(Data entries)
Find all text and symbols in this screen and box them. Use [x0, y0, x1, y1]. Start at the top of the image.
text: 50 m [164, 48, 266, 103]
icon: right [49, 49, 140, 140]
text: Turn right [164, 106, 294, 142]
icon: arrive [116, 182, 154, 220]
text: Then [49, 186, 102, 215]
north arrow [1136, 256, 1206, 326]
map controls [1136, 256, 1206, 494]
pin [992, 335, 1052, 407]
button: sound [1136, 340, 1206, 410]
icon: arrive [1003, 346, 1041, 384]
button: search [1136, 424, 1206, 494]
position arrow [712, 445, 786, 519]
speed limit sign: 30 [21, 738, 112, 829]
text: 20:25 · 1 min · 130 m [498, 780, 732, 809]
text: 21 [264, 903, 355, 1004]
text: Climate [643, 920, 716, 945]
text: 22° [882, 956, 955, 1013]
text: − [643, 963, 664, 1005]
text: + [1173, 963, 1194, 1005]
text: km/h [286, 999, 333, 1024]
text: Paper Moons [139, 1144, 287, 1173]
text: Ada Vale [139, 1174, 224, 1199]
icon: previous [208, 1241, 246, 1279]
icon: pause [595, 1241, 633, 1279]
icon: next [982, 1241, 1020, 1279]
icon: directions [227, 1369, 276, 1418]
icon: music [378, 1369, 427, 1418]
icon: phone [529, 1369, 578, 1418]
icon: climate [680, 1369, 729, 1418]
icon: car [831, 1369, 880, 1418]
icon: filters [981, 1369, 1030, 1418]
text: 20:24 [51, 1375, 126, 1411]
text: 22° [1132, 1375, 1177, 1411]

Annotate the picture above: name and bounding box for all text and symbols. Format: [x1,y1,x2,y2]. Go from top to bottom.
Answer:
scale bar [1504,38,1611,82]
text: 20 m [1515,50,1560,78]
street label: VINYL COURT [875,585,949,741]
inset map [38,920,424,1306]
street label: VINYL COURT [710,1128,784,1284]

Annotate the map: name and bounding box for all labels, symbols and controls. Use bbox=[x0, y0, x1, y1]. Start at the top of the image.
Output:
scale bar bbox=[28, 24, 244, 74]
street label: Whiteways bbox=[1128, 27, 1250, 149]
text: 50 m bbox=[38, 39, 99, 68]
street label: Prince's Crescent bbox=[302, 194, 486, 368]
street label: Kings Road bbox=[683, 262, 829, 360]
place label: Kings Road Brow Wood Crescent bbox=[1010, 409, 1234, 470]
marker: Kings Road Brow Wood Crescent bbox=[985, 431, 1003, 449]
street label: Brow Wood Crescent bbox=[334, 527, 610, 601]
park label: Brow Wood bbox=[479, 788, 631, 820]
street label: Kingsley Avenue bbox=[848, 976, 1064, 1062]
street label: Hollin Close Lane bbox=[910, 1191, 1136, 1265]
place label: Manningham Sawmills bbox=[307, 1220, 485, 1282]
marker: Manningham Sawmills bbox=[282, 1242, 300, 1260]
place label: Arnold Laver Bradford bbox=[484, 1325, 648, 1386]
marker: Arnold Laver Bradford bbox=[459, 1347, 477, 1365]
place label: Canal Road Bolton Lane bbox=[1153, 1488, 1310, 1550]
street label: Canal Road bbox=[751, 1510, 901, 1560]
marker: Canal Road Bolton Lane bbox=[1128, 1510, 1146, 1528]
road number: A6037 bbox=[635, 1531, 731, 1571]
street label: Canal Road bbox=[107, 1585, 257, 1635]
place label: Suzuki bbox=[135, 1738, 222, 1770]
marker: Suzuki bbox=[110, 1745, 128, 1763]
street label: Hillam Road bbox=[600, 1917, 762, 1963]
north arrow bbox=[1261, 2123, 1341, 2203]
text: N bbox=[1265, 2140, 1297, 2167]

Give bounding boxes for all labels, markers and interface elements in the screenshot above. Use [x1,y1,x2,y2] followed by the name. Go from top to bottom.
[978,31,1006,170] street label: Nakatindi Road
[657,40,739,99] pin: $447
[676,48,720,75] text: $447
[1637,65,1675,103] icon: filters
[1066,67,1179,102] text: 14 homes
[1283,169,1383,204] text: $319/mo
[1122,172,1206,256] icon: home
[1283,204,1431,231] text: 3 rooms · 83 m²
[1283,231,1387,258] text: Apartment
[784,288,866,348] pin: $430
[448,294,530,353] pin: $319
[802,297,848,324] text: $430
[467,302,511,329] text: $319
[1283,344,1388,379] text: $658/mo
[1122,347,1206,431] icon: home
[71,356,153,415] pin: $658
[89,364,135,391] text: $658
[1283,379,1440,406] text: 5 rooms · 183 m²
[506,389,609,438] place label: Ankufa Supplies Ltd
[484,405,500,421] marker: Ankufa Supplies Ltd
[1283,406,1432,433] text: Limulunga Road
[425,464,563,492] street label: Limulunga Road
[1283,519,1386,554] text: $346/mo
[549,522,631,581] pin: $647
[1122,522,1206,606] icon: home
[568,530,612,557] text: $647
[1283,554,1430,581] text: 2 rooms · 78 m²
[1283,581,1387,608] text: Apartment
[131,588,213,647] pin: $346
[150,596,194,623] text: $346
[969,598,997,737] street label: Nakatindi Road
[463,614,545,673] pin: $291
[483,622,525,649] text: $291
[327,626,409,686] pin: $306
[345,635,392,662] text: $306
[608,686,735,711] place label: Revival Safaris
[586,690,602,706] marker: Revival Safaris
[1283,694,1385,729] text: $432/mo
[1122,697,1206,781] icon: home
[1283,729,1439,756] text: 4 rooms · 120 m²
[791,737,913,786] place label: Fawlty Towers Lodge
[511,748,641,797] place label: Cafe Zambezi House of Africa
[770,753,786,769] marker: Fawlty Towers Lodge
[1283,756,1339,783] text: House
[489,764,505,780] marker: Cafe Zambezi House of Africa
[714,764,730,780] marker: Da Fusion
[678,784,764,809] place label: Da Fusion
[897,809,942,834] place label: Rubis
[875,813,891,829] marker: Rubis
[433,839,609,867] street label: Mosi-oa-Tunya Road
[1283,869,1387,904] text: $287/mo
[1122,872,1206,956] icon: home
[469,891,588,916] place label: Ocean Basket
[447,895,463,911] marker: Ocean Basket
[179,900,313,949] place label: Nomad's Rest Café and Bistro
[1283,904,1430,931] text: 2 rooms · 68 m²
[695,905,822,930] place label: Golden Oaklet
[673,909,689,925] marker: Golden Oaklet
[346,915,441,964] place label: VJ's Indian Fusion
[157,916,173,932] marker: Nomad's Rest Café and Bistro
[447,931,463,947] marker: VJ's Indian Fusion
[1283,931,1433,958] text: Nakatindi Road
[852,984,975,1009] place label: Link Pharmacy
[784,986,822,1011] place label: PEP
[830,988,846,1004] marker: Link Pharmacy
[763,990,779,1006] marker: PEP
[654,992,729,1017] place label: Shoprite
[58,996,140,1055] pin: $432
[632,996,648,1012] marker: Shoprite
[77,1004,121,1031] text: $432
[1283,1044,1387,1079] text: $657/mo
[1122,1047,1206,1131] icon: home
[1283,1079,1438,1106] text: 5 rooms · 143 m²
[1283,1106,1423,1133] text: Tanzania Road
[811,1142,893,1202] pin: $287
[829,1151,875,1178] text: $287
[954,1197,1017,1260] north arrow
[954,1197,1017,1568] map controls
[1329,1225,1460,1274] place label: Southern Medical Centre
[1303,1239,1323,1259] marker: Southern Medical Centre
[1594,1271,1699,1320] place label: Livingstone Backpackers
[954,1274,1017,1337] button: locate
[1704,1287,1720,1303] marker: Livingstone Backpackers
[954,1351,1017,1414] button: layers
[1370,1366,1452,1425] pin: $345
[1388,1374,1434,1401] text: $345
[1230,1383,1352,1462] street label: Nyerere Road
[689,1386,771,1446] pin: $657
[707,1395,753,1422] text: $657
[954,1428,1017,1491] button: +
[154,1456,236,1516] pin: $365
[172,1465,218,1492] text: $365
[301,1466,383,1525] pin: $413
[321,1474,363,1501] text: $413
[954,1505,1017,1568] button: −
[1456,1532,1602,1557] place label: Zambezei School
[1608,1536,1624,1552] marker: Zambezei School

- **Task to carry out**:
The required output is every line above from the one with "Annotate the picture" down to the one with "Annotate the map: name", restated word for word, ends included.

- **Answer section**:
Annotate the picture above: name and bounding box for all text and symbols. Format: [x1,y1,x2,y2]. Go from top to bottom.
Answer:
scale bar [1504,38,1611,82]
text: 20 m [1515,50,1560,78]
street label: VINYL COURT [875,585,949,741]
inset map [38,920,424,1306]
street label: VINYL COURT [710,1128,784,1284]

Annotate the map: name and bounding box for all labels, symbols and controls. Use bbox=[x0, y0, x1, y1]. Start at the top of the image.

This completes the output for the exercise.